If you view a ring as a set that has a structure of an abelian group under $+$ and a monoid under $\times$, with the two structures connected via the distributive laws, then it makes sense to require the homomorphisms between rings to simultaneously be group homomorphisms of the additive structure, and monoid homomorphisms of the multiplicative structure... and this requires the homomorphisms to map $1$ to $1$.
Under these requirements, the only time that the zero map can be a ring homomorphisms $\zeta\colon R\to S$ is when $S=\{0\}$ is the trivial ring.
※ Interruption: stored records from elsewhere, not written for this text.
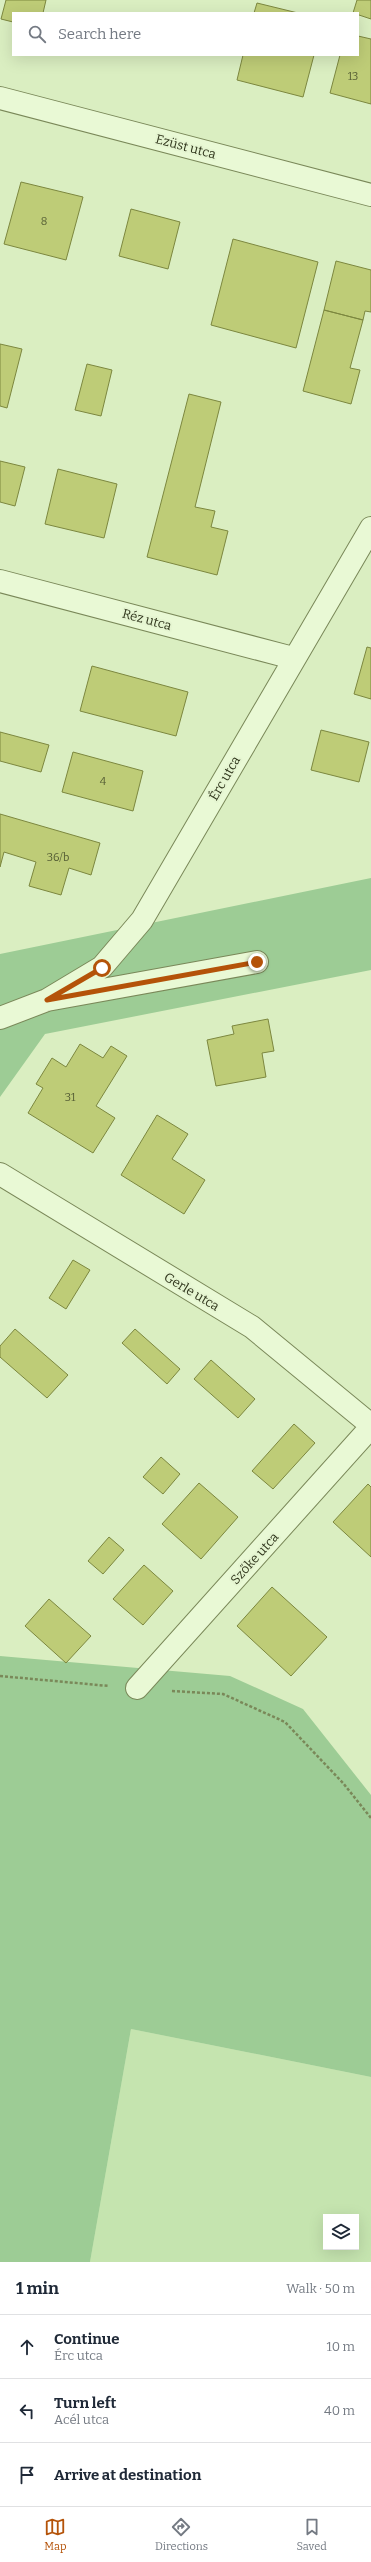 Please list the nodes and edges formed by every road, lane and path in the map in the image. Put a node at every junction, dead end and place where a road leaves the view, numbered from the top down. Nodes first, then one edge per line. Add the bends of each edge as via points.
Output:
1 (0, 98) edge
2 (371, 195) edge
3 (371, 528) edge
4 (0, 581) edge
5 (293, 658) junction
6 (257, 962) dead end
7 (47, 1000) junction
8 (0, 1018) edge
9 (0, 1174) edge
10 (371, 1426) edge
11 (0, 1676) edge
12 (138, 1688) junction
13 (371, 1818) edge

1 - 2 street, Ezüst utca
3 - 5 street, Érc utca
4 - 5 street, Réz utca
5 - 7 street, Érc utca via 142,920 102,968
6 - 7 street
7 - 8 street
9 - 10 street, Gerle utca via 252,1327
10 - 12 street, Szőke utca
11 - 12 path
12 - 13 path via 223,1694 285,1722 343,1783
For other authors, rings are not required to be unital; when the rings are not required to be unital, you certainly cannot expect homomorphisms to be unital. In that case, the zero map is always a homomorphism between two rings. This is the convention followed, for example, by ring theorists who do radical theory.
Solution 2:
The (usual) theory of rings has 5 symbols: $0, 1, +, -, \cdot$. A homomorphism has to preserve all of these symbols:
- $\phi(0) = 0$
- $\phi(1) = 1$
- $\phi(-a) = -\phi(a)$
- $\phi(a + b) = \phi(a) + \phi(b)$
- $\phi(a \cdot b) = \phi(a) \cdot \phi(b)$
In the same way, the usual theory of (multiplicative) groups has 3 symbols: $1, \cdot, {}^{-1}$. A group homomorphism has to preserve all three symbols:
- $\phi(1) = 1$
- $\phi(x^{-1}) = \phi(x)^{-1}$
- $\phi(x \cdot y) = \phi(x) \cdot \phi(y)$
You are confused because, in the case of groups, the third property implies the other two. So when one speaks of group homomorphisms, they tend to focus on just the third property.